[Activity] Repeat every record exactly as written, but leave out the pictures.

Dataset entries:
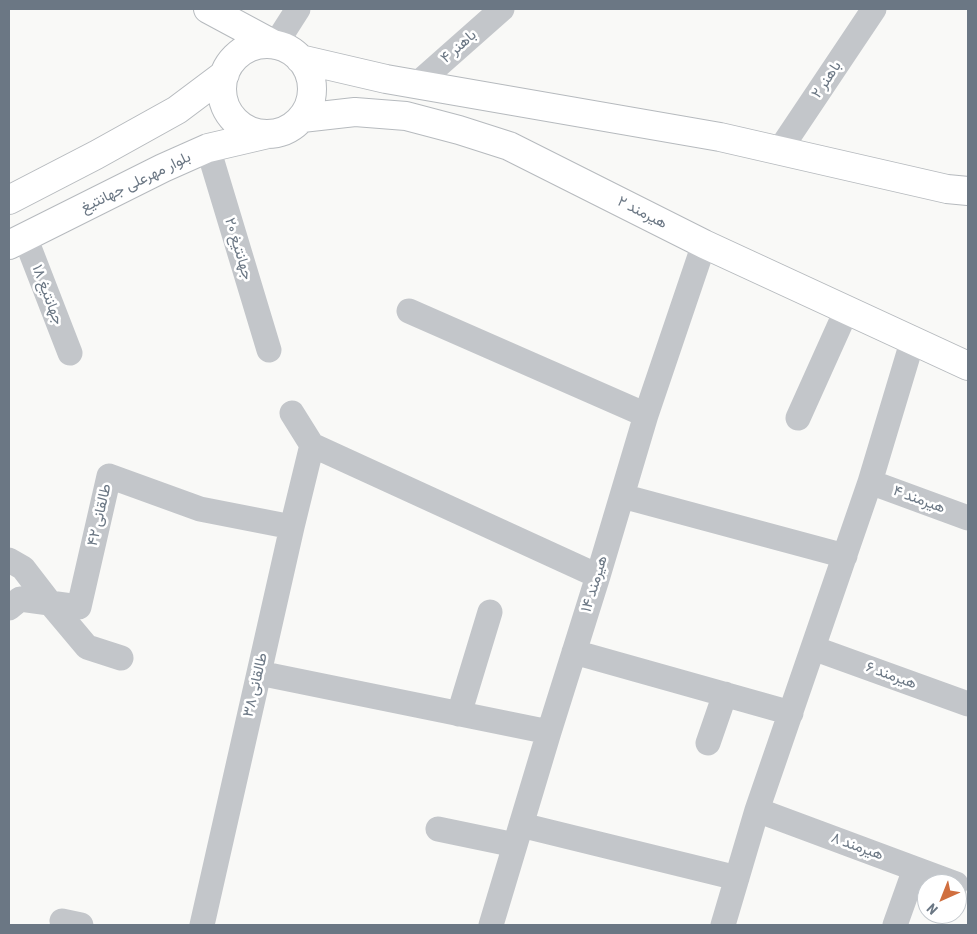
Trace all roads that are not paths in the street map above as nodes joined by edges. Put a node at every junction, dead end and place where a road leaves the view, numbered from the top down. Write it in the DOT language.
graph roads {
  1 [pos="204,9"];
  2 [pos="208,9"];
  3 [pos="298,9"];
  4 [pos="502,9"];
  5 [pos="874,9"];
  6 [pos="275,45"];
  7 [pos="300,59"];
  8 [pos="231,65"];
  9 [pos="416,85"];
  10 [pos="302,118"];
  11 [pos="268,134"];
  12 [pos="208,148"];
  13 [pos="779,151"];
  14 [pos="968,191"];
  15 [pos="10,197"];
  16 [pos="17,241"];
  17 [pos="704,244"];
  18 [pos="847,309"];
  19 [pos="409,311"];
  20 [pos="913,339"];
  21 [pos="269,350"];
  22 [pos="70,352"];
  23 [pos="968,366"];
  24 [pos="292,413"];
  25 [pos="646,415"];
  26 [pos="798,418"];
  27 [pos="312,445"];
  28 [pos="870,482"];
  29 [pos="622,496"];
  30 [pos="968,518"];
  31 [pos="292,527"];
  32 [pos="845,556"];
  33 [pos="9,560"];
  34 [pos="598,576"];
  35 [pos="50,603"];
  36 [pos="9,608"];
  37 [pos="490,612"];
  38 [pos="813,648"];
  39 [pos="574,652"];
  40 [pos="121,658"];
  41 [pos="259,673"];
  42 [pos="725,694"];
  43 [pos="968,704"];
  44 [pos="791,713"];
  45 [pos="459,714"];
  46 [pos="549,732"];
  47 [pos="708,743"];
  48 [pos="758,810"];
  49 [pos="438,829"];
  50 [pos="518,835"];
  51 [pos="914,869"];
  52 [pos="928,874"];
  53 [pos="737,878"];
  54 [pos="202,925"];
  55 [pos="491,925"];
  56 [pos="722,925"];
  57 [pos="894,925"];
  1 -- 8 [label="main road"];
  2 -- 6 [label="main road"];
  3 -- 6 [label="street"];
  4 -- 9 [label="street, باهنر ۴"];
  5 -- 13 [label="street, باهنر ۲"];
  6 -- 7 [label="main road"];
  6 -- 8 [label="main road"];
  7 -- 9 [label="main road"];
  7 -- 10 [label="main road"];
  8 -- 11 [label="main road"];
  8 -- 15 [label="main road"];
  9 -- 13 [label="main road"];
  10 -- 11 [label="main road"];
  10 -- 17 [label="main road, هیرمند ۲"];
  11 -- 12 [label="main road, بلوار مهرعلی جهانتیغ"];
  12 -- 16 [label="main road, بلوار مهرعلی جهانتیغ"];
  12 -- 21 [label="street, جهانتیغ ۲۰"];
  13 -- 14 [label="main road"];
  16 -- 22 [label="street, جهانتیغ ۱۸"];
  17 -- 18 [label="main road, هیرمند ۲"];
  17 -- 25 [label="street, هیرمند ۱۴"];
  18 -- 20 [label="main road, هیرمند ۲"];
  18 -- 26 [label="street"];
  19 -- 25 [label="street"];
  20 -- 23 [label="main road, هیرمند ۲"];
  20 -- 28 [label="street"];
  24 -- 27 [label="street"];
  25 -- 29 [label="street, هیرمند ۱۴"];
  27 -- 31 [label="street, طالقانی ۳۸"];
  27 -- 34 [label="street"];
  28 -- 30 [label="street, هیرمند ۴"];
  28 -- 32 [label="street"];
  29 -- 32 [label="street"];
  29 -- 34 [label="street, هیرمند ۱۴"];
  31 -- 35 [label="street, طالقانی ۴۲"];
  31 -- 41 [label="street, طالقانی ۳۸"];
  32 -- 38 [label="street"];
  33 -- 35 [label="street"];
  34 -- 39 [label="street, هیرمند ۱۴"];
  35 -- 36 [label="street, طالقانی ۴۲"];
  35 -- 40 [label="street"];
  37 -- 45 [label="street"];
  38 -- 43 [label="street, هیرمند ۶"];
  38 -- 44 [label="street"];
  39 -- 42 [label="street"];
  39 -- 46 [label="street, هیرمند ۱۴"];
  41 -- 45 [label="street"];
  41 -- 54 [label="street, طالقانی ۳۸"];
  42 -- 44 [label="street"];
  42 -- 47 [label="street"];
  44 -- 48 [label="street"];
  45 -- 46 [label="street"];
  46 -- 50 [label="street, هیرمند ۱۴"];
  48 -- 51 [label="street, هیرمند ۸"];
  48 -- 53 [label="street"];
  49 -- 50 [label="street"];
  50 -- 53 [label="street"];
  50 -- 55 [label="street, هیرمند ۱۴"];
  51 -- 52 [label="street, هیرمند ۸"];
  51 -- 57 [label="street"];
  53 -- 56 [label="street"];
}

[Reply]
Trace all roads that are not paths in the street map above as nodes joined by edges. Put a node at every junction, dead end and place where a road leaves the view, numbered from the top down. Write it in the DOT language.
graph roads {
  1 [pos="204,9"];
  2 [pos="208,9"];
  3 [pos="298,9"];
  4 [pos="502,9"];
  5 [pos="874,9"];
  6 [pos="275,45"];
  7 [pos="300,59"];
  8 [pos="231,65"];
  9 [pos="416,85"];
  10 [pos="302,118"];
  11 [pos="268,134"];
  12 [pos="208,148"];
  13 [pos="779,151"];
  14 [pos="968,191"];
  15 [pos="10,197"];
  16 [pos="17,241"];
  17 [pos="704,244"];
  18 [pos="847,309"];
  19 [pos="409,311"];
  20 [pos="913,339"];
  21 [pos="269,350"];
  22 [pos="70,352"];
  23 [pos="968,366"];
  24 [pos="292,413"];
  25 [pos="646,415"];
  26 [pos="798,418"];
  27 [pos="312,445"];
  28 [pos="870,482"];
  29 [pos="622,496"];
  30 [pos="968,518"];
  31 [pos="292,527"];
  32 [pos="845,556"];
  33 [pos="9,560"];
  34 [pos="598,576"];
  35 [pos="50,603"];
  36 [pos="9,608"];
  37 [pos="490,612"];
  38 [pos="813,648"];
  39 [pos="574,652"];
  40 [pos="121,658"];
  41 [pos="259,673"];
  42 [pos="725,694"];
  43 [pos="968,704"];
  44 [pos="791,713"];
  45 [pos="459,714"];
  46 [pos="549,732"];
  47 [pos="708,743"];
  48 [pos="758,810"];
  49 [pos="438,829"];
  50 [pos="518,835"];
  51 [pos="914,869"];
  52 [pos="928,874"];
  53 [pos="737,878"];
  54 [pos="202,925"];
  55 [pos="491,925"];
  56 [pos="722,925"];
  57 [pos="894,925"];
  1 -- 8 [label="main road"];
  2 -- 6 [label="main road"];
  3 -- 6 [label="street"];
  4 -- 9 [label="street, باهنر ۴"];
  5 -- 13 [label="street, باهنر ۲"];
  6 -- 7 [label="main road"];
  6 -- 8 [label="main road"];
  7 -- 9 [label="main road"];
  7 -- 10 [label="main road"];
  8 -- 11 [label="main road"];
  8 -- 15 [label="main road"];
  9 -- 13 [label="main road"];
  10 -- 11 [label="main road"];
  10 -- 17 [label="main road, هیرمند ۲"];
  11 -- 12 [label="main road, بلوار مهرعلی جهانتیغ"];
  12 -- 16 [label="main road, بلوار مهرعلی جهانتیغ"];
  12 -- 21 [label="street, جهانتیغ ۲۰"];
  13 -- 14 [label="main road"];
  16 -- 22 [label="street, جهانتیغ ۱۸"];
  17 -- 18 [label="main road, هیرمند ۲"];
  17 -- 25 [label="street, هیرمند ۱۴"];
  18 -- 20 [label="main road, هیرمند ۲"];
  18 -- 26 [label="street"];
  19 -- 25 [label="street"];
  20 -- 23 [label="main road, هیرمند ۲"];
  20 -- 28 [label="street"];
  24 -- 27 [label="street"];
  25 -- 29 [label="street, هیرمند ۱۴"];
  27 -- 31 [label="street, طالقانی ۳۸"];
  27 -- 34 [label="street"];
  28 -- 30 [label="street, هیرمند ۴"];
  28 -- 32 [label="street"];
  29 -- 32 [label="street"];
  29 -- 34 [label="street, هیرمند ۱۴"];
  31 -- 35 [label="street, طالقانی ۴۲"];
  31 -- 41 [label="street, طالقانی ۳۸"];
  32 -- 38 [label="street"];
  33 -- 35 [label="street"];
  34 -- 39 [label="street, هیرمند ۱۴"];
  35 -- 36 [label="street, طالقانی ۴۲"];
  35 -- 40 [label="street"];
  37 -- 45 [label="street"];
  38 -- 43 [label="street, هیرمند ۶"];
  38 -- 44 [label="street"];
  39 -- 42 [label="street"];
  39 -- 46 [label="street, هیرمند ۱۴"];
  41 -- 45 [label="street"];
  41 -- 54 [label="street, طالقانی ۳۸"];
  42 -- 44 [label="street"];
  42 -- 47 [label="street"];
  44 -- 48 [label="street"];
  45 -- 46 [label="street"];
  46 -- 50 [label="street, هیرمند ۱۴"];
  48 -- 51 [label="street, هیرمند ۸"];
  48 -- 53 [label="street"];
  49 -- 50 [label="street"];
  50 -- 53 [label="street"];
  50 -- 55 [label="street, هیرمند ۱۴"];
  51 -- 52 [label="street, هیرمند ۸"];
  51 -- 57 [label="street"];
  53 -- 56 [label="street"];
}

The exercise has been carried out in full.